Bank of Scotland estimates that more than half (52%) of home buyers in Scotland paid at least 1% stamp duty in 2006, and the typical stamp duty bill is £1449. But the figure is much higher in property hotspots. In the City of Edinburgh, for example, 72% of home sales were above the 1% stamp duty threshold, followed by East Renfrewshire (70%) and East Dunbartonshire (70%).
More Scottish homebuyers are also stung for the higher rates of stamp duty, with almost one in 10 Scottish home sales over the higher threshold in 2006.
If a property is worth less than £125,000, there is no stamp duty to pay. But on homes worth more than £125,000, buyers have to fork out 1% of the entire price. The duty rises to 3% of the total house price on properties worth more than £250,000, and to 4% on a house costing more than £500,000. So if you are buying at the very top end, you could be slapped with a bill of more than £20,000.
There are early signs of a slowdown in some parts of the Scottish property market, but prices still rose at an annual rate of 13.1%, according to the latest figures from the Bank of Scotland. The typical house price is now £144,897, although the average property in Inverurie, Edinburgh, Aberdeen and Helensburgh is more than £200,000, dragging more people into the stamp duty net.
Campaigners have long called on the government to raise the stamp duty thresholds to keep pace with property inflation. If the lowest threshold had gone up in line with UK house price inflation since its introduction in March 1993, it would now stand at £191,000. The higher stamp duty thresholds were introduced in July 1997, so they would now stand at £720,000 and £1.4 million.
But the government has so far resisted - and it resisted again in the Budget. A glance at the Treasury figures perhaps explains why. Total stamp duty revenue from UK residential property sales rose by 40% in 2006-07 to a record £6.4 billion. Over the past five years annual residential stamp duty revenue has more than doubled, with a 140% rise from £2.7bn in 2001-02. Estimates of residential stamp duty revenue for 2007-08, based on government projections in the pre-Budget report, are for a 14% rise to £7.3bn, followed by a 4% rise in 2008-09 to £7.6bn.Ron Smith, chief executive of the Edinburgh Solicitors Property Centre (ESPC), said: “The decision to again freeze the lower threshold for stamp duty at £125,000 means a record number of buyers are likely to be liable for the tax again this year.
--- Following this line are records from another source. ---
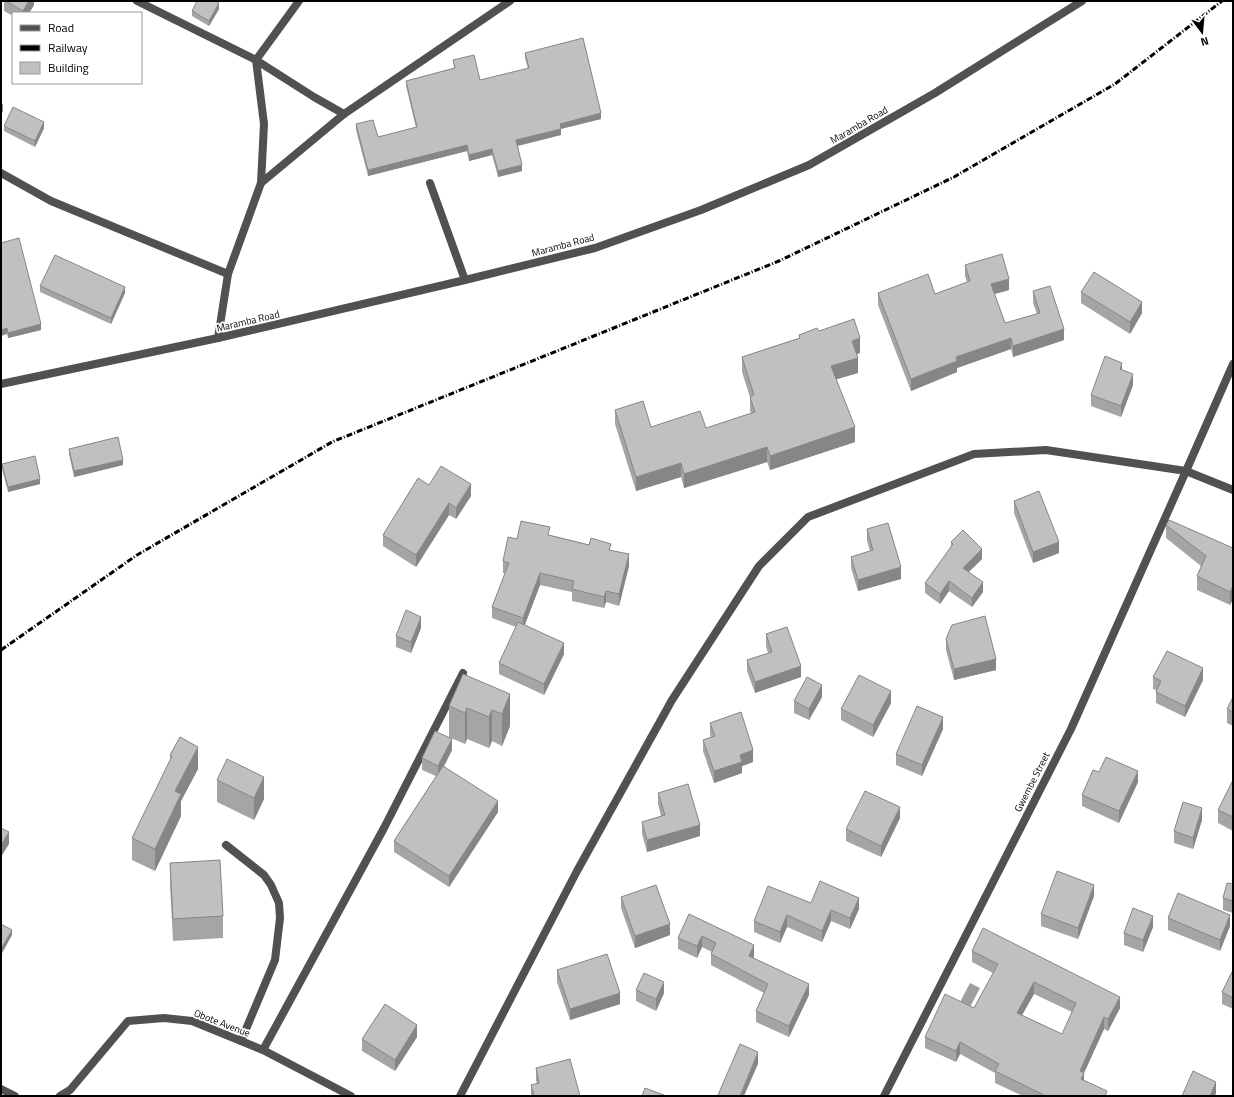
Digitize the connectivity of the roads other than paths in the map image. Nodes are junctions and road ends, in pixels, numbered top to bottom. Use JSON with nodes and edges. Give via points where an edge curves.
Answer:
{"nodes":[{"id":1,"x":137,"y":1,"type":"edge"},
{"id":2,"x":299,"y":1,"type":"edge"},
{"id":3,"x":510,"y":1,"type":"edge"},
{"id":4,"x":1082,"y":1,"type":"edge"},
{"id":5,"x":256,"y":60,"type":"junction"},
{"id":6,"x":344,"y":114,"type":"junction"},
{"id":7,"x":1,"y":173,"type":"edge"},
{"id":8,"x":430,"y":182,"type":"dead end"},
{"id":9,"x":261,"y":183,"type":"junction"},
{"id":10,"x":228,"y":274,"type":"junction"},
{"id":11,"x":465,"y":280,"type":"junction"},
{"id":12,"x":218,"y":338,"type":"junction"},
{"id":13,"x":1233,"y":364,"type":"edge"},
{"id":14,"x":1,"y":384,"type":"edge"},
{"id":15,"x":1186,"y":472,"type":"junction"},
{"id":16,"x":1233,"y":490,"type":"edge"},
{"id":17,"x":463,"y":673,"type":"edge"},
{"id":18,"x":226,"y":845,"type":"dead end"},
{"id":19,"x":241,"y":1041,"type":"junction"},
{"id":20,"x":263,"y":1050,"type":"junction"},
{"id":21,"x":1,"y":1090,"type":"edge"},
{"id":22,"x":15,"y":1096,"type":"edge"},
{"id":23,"x":60,"y":1096,"type":"edge"},
{"id":24,"x":351,"y":1096,"type":"edge"},
{"id":25,"x":460,"y":1096,"type":"edge"},
{"id":26,"x":884,"y":1096,"type":"edge"}],
"edges":[{"from":1,"to":5,"type":"street"},
{"from":2,"to":5,"type":"street"},
{"from":3,"to":6,"type":"street"},
{"from":4,"to":11,"type":"street","name":"Maramba Road","via":[[935,93],[810,165],[701,210],[595,248]]},
{"from":5,"to":6,"type":"street"},
{"from":5,"to":9,"type":"street","via":[[264,124]]},
{"from":6,"to":9,"type":"street"},
{"from":7,"to":10,"type":"street","via":[[52,201]]},
{"from":8,"to":11,"type":"street"},
{"from":9,"to":10,"type":"street"},
{"from":10,"to":12,"type":"street"},
{"from":11,"to":12,"type":"street","name":"Maramba Road"},
{"from":12,"to":14,"type":"street","name":"Maramba Road"},
{"from":13,"to":15,"type":"street","name":"Gwembe Street"},
{"from":15,"to":16,"type":"street"},
{"from":15,"to":25,"type":"street","via":[[1046,450],[974,454],[808,517],[759,566],[672,700],[577,871]]},
{"from":15,"to":26,"type":"street","name":"Gwembe Street","via":[[1071,729]]},
{"from":17,"to":20,"type":"street","via":[[384,828]]},
{"from":18,"to":19,"type":"street","via":[[264,875],[279,903],[280,918],[275,960]]},
{"from":19,"to":20,"type":"street","name":"Obote Avenue"},
{"from":19,"to":23,"type":"street","name":"Obote Avenue","via":[[192,1021],[164,1018],[128,1021],[70,1090]]},
{"from":20,"to":24,"type":"street","name":"Obote Avenue"},
{"from":21,"to":22,"type":"street"}]}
This will come as a particular blow to first-time buyers, who are already finding it difficult to find an affordable way on to the property ladder, as the simple fact is that changes in stamp duty have not reflected house price inflation in recent years.”
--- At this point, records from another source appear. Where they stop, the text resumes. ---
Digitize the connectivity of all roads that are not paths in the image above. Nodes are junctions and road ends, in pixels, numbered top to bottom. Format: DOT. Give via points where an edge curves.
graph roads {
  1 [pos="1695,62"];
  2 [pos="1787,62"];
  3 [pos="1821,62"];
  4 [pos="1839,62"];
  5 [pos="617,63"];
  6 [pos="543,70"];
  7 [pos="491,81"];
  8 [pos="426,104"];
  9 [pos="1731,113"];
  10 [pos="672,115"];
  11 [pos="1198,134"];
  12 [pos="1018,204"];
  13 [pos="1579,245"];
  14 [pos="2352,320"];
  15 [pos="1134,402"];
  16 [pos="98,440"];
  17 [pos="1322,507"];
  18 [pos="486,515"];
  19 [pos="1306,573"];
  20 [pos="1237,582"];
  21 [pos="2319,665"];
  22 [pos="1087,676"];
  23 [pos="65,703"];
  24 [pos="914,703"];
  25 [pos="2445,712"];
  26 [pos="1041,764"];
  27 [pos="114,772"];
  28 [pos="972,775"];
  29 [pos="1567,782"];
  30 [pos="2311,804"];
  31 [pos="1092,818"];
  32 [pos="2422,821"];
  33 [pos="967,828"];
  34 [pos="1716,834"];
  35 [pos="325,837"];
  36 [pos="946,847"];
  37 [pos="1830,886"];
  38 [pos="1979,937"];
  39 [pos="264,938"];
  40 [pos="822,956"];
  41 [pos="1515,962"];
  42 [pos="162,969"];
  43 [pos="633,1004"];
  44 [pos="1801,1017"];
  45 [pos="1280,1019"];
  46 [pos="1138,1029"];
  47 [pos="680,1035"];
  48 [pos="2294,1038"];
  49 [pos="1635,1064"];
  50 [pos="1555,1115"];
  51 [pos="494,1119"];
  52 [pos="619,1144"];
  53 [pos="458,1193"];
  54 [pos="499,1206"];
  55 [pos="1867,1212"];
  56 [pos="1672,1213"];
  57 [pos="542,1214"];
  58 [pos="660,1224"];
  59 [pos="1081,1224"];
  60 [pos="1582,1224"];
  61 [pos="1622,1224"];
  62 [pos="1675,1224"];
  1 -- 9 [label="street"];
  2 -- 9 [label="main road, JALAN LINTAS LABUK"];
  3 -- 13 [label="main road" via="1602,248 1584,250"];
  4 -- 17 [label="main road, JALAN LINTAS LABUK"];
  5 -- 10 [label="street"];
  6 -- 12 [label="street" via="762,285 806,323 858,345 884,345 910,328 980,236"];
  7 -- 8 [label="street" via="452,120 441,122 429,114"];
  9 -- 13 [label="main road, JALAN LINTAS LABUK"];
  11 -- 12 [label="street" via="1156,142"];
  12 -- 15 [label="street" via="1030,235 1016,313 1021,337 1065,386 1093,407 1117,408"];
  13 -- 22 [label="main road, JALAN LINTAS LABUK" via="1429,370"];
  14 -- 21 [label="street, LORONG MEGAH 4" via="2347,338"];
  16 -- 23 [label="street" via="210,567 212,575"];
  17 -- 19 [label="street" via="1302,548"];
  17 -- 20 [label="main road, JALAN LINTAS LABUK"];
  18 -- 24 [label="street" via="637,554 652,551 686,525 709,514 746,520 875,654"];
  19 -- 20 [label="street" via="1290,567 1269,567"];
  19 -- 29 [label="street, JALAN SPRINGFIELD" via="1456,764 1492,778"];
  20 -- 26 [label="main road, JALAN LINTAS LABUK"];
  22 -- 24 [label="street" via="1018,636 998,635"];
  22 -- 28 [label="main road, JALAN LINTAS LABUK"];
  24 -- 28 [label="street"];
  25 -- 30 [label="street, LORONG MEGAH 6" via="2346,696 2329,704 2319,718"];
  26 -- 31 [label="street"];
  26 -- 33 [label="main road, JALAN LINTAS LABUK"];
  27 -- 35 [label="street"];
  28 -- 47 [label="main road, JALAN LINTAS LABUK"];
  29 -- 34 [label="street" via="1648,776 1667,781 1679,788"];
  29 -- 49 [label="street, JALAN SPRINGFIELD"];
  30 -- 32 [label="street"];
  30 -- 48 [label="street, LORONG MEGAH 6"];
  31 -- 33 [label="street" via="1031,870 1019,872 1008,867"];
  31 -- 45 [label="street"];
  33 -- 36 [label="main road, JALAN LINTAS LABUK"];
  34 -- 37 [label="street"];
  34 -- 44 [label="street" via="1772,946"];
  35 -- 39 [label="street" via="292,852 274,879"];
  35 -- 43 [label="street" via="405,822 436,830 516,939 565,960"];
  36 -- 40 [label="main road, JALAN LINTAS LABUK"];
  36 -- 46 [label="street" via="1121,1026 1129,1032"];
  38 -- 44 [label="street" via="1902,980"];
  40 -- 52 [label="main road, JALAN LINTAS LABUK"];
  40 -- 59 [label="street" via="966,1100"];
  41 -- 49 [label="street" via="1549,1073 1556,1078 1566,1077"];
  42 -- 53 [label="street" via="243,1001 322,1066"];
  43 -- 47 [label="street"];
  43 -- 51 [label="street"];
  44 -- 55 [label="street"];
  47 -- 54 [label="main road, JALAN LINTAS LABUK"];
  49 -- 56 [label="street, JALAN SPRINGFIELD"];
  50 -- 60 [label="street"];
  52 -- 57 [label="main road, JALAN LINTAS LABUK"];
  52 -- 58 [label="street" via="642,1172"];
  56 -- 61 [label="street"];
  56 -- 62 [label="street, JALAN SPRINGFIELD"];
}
The number of first-time buyers in Scotland dropped to a record low of 30,000 in 2007, the lowest annual number since records began in 1988. The average house price paid by a Scottish first-time buyer has also more than doubled since 2002 to £123,213, which is only just below the 1% stamp duty threshold.
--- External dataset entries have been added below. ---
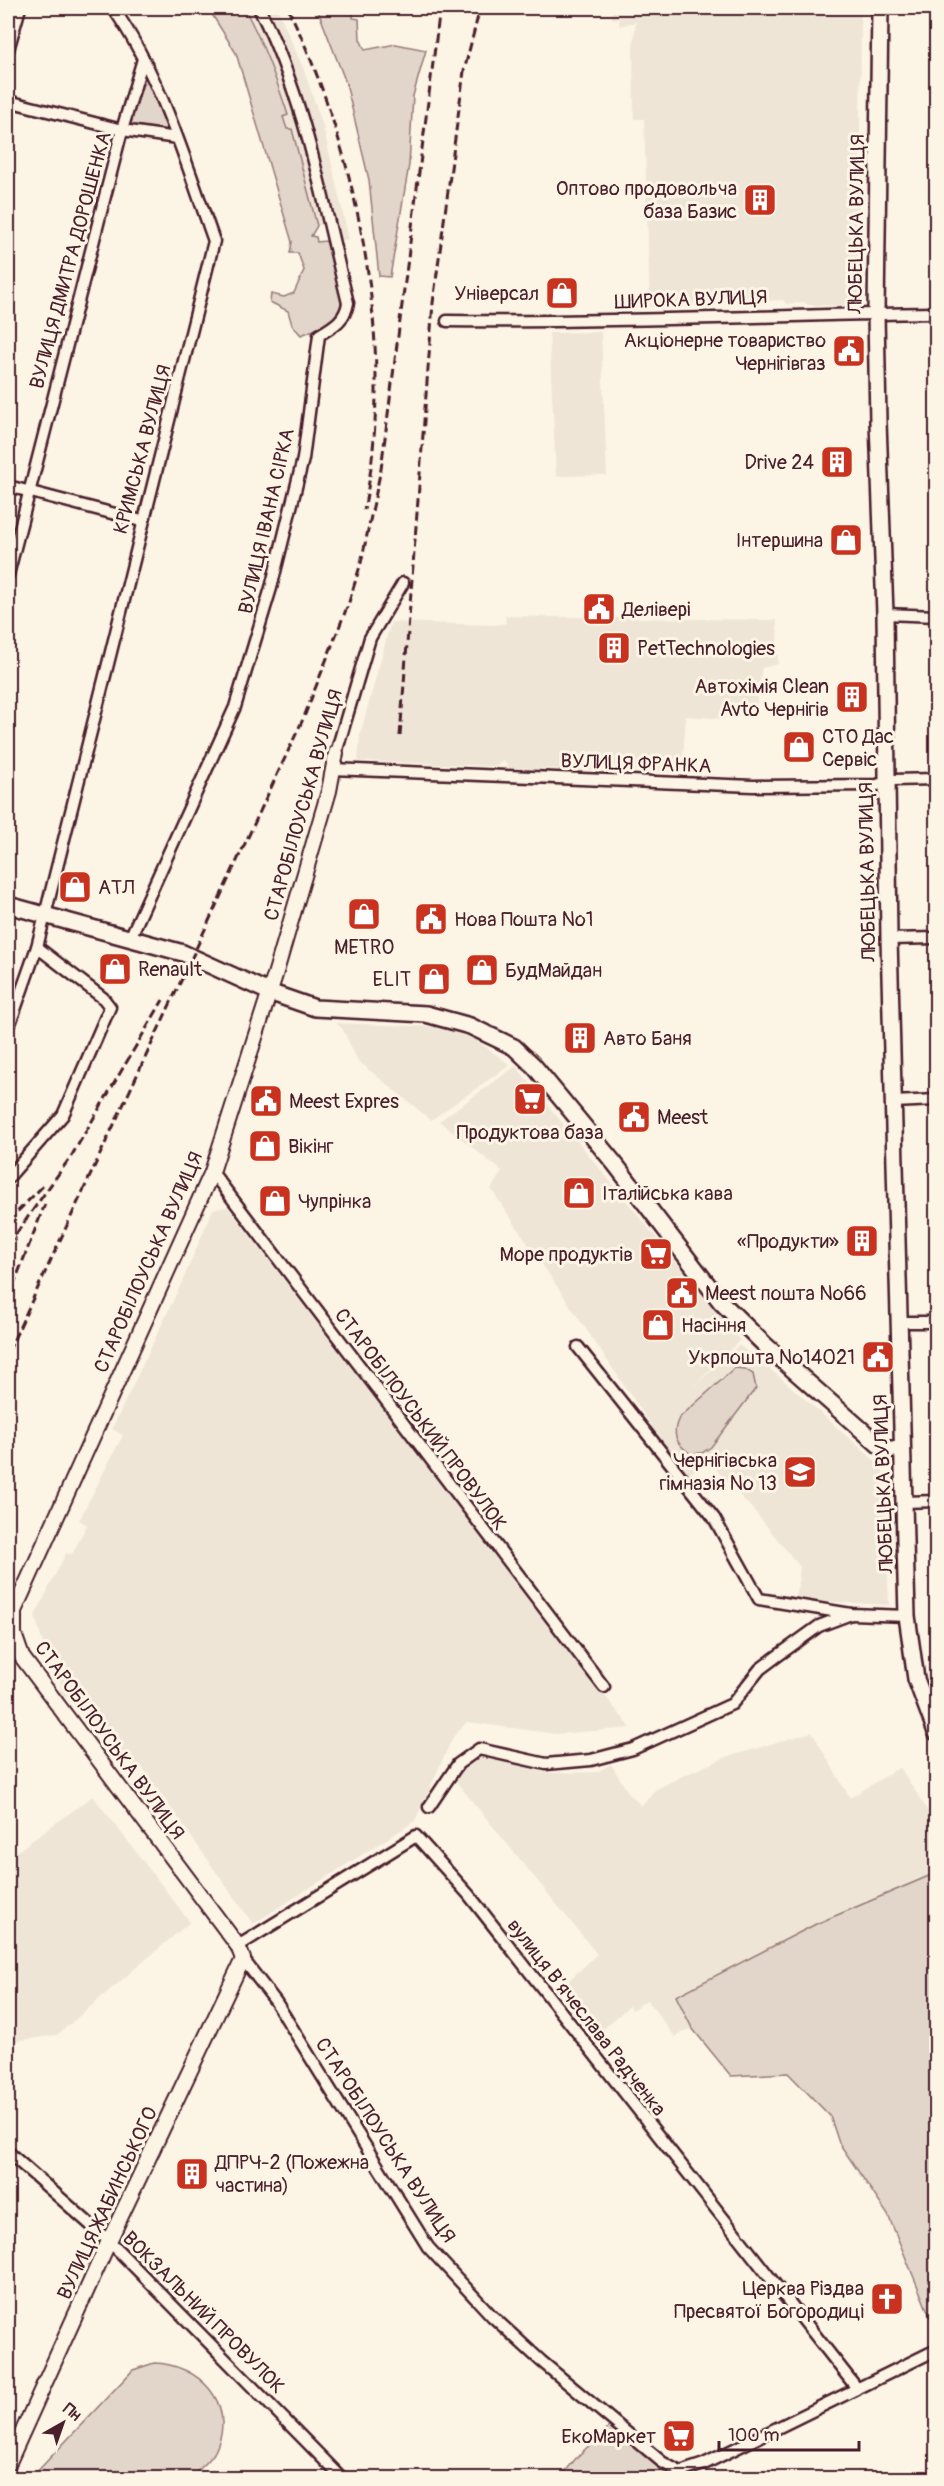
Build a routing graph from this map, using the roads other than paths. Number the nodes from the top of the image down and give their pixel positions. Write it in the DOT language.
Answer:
graph roads {
  1 [pos="20,8"];
  2 [pos="113,8"];
  3 [pos="259,8"];
  4 [pos="880,8"];
  5 [pos="8,50"];
  6 [pos="143,59"];
  7 [pos="8,101"];
  8 [pos="122,130"];
  9 [pos="177,138"];
  10 [pos="876,313"];
  11 [pos="936,313"];
  12 [pos="447,321"];
  13 [pos="8,486"];
  14 [pos="28,492"];
  15 [pos="142,520"];
  16 [pos="8,575"];
  17 [pos="403,583"];
  18 [pos="885,614"];
  19 [pos="936,616"];
  20 [pos="336,753"];
  21 [pos="332,769"];
  22 [pos="936,779"];
  23 [pos="886,784"];
  24 [pos="8,905"];
  25 [pos="45,915"];
  26 [pos="130,938"];
  27 [pos="936,938"];
  28 [pos="889,939"];
  29 [pos="37,947"];
  30 [pos="269,992"];
  31 [pos="8,1025"];
  32 [pos="936,1100"];
  33 [pos="894,1102"];
  34 [pos="212,1172"];
  35 [pos="8,1178"];
  36 [pos="900,1322"];
  37 [pos="936,1322"];
  38 [pos="578,1347"];
  39 [pos="902,1449"];
  40 [pos="936,1501"];
  41 [pos="904,1502"];
  42 [pos="851,1614"];
  43 [pos="907,1616"];
  44 [pos="604,1687"];
  45 [pos="936,1732"];
  46 [pos="429,1808"];
  47 [pos="241,1953"];
  48 [pos="8,2152"];
  49 [pos="109,2241"];
  50 [pos="936,2350"];
  51 [pos="856,2387"];
  52 [pos="8,2464"];
  53 [pos="682,2475"];
  54 [pos="342,2478"];
  1 -- 5 [label="street"];
  2 -- 6 [label="street, КРИМСЬКА ВУЛИЦЯ"];
  3 -- 26 [label="street, ВУЛИЦЯ ІВАНА СІРКА"];
  4 -- 10 [label="main road, ЛЮБЕЦЬКА ВУЛИЦЯ"];
  6 -- 8 [label="street, ВУЛИЦЯ ДМИТРА ДОРОШЕНКА"];
  6 -- 9 [label="street, КРИМСЬКА ВУЛИЦЯ"];
  7 -- 8 [label="street"];
  8 -- 9 [label="street"];
  8 -- 14 [label="street, ВУЛИЦЯ ДМИТРА ДОРОШЕНКА"];
  9 -- 15 [label="street, КРИМСЬКА ВУЛИЦЯ"];
  10 -- 11 [label="street, ШИРОКА ВУЛИЦЯ"];
  10 -- 12 [label="street, ШИРОКА ВУЛИЦЯ"];
  10 -- 18 [label="main road, ЛЮБЕЦЬКА ВУЛИЦЯ"];
  13 -- 14 [label="street"];
  14 -- 15 [label="street"];
  14 -- 16 [label="street, ВУЛИЦЯ ДМИТРА ДОРОШЕНКА"];
  15 -- 25 [label="street, КРИМСЬКА ВУЛИЦЯ"];
  17 -- 20 [label="street, СТАРОБІЛОУСЬКА ВУЛИЦЯ"];
  18 -- 19 [label="street"];
  18 -- 23 [label="main road, ЛЮБЕЦЬКА ВУЛИЦЯ"];
  20 -- 21 [label="street, СТАРОБІЛОУСЬКА ВУЛИЦЯ"];
  21 -- 23 [label="street, ВУЛИЦЯ ФРАНКА"];
  21 -- 30 [label="street, СТАРОБІЛОУСЬКА ВУЛИЦЯ"];
  22 -- 23 [label="street, ВУЛИЦЯ ФРАНКА"];
  23 -- 28 [label="main road, ЛЮБЕЦЬКА ВУЛИЦЯ"];
  24 -- 25 [label="main road"];
  25 -- 26 [label="main road"];
  25 -- 29 [label="street, КРИМСЬКА ВУЛИЦЯ"];
  26 -- 30 [label="main road"];
  27 -- 28 [label="street"];
  28 -- 33 [label="main road, ЛЮБЕЦЬКА ВУЛИЦЯ"];
  29 -- 31 [label="street, КРИМСЬКА ВУЛИЦЯ"];
  29 -- 35 [label="street"];
  30 -- 34 [label="street, СТАРОБІЛОУСЬКА ВУЛИЦЯ"];
  30 -- 39 [label="main road"];
  32 -- 33 [label="street"];
  33 -- 36 [label="main road, ЛЮБЕЦЬКА ВУЛИЦЯ"];
  34 -- 44 [label="street, СТАРОБІЛОУСЬКИЙ ПРОВУЛОК"];
  34 -- 47 [label="street, СТАРОБІЛОУСЬКА ВУЛИЦЯ"];
  36 -- 37 [label="street"];
  36 -- 39 [label="main road, ЛЮБЕЦЬКА ВУЛИЦЯ"];
  38 -- 42 [label="street"];
  39 -- 41 [label="main road, ЛЮБЕЦЬКА ВУЛИЦЯ"];
  40 -- 41 [label="street"];
  41 -- 43 [label="main road, ЛЮБЕЦЬКА ВУЛИЦЯ"];
  42 -- 43 [label="street"];
  42 -- 46 [label="street"];
  43 -- 45 [label="main road, ЛЮБЕЦЬКА ВУЛИЦЯ"];
  47 -- 49 [label="street, ВУЛИЦЯ ЖАБИНСЬКОГО"];
  47 -- 51 [label="street, вулиця Вʼячеслава Радченка"];
  47 -- 53 [label="street, СТАРОБІЛОУСЬКА ВУЛИЦЯ"];
  48 -- 49 [label="street, ВОКЗАЛЬНИЙ ПРОВУЛОК"];
  49 -- 52 [label="street, ВУЛИЦЯ ЖАБИНСЬКОГО"];
  49 -- 54 [label="street, ВОКЗАЛЬНИЙ ПРОВУЛОК"];
  50 -- 51 [label="street"];
  51 -- 53 [label="street"];
}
David Carmichael, area director for the Scottish offices of Savills Private Finance, a mortgage broker, said: “The number of first-time buyers who come into our offices has dropped from about 40% five years ago to about 8% today. But the Budget was a disappointment. The chancellor has done nothing to help struggling home buyers get a foot on the property ladder.”
Darling tried to appease home buyers with measures to help key workers and an attempt to encourage lenders to develop mortgages fixed for 25 years or more. But they met with a cool reception.
Michael Coogan, director general of the Council of Mortgage Lenders, said: “The modest announcements relating to shared equity schemes for key worker first-time buyers, while potentially welcome, are unlikely to provide any short-term relief to affordability and entry costs for first-time buyers in the housing market.”
But what of long-term fixed rates? The government thinks long-term fixes would shield borrowers from the ups and downs of interest rates and bring stability to the mortgage market. But the big snag with the loans is the early repayment charge. Lenders typically slap you with a penalty if you want to redeem the loan early, and early often means in less than 10 years. Carmichael is not a fan: “How many people know what they will be doing 10 or 20 years from now, particularly young people? If the chancellor seriously thinks that long-term fixed rates will help struggling home buyers, he has got it badly wrong.”